* [DATA FOR THIS TASK]:
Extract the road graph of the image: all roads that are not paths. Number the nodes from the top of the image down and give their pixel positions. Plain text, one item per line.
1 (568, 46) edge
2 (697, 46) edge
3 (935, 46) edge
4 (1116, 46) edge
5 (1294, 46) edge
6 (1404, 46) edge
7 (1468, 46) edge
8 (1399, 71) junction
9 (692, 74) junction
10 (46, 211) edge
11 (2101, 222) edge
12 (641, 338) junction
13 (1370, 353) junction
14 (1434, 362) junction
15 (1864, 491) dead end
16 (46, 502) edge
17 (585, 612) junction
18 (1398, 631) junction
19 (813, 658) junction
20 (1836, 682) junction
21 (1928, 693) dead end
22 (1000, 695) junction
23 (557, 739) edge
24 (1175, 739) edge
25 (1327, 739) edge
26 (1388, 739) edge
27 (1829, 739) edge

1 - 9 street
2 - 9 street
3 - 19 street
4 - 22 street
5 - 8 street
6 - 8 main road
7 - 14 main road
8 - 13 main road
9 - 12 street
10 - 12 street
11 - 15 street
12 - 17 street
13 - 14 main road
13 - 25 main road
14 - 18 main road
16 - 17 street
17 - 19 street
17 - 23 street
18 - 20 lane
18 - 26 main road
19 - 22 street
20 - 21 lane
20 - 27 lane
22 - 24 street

* [REQUIREMENT]:
Copy out all lines above that include the string "road".

* [WRITTEN SOLUTION]:
Extract the road graph of the image: all roads that are not paths. Number the nodes from the top of the image down and give their pixel positions. Plain text, one item per line.
6 - 8 main road
7 - 14 main road
8 - 13 main road
13 - 14 main road
13 - 25 main road
14 - 18 main road
18 - 26 main road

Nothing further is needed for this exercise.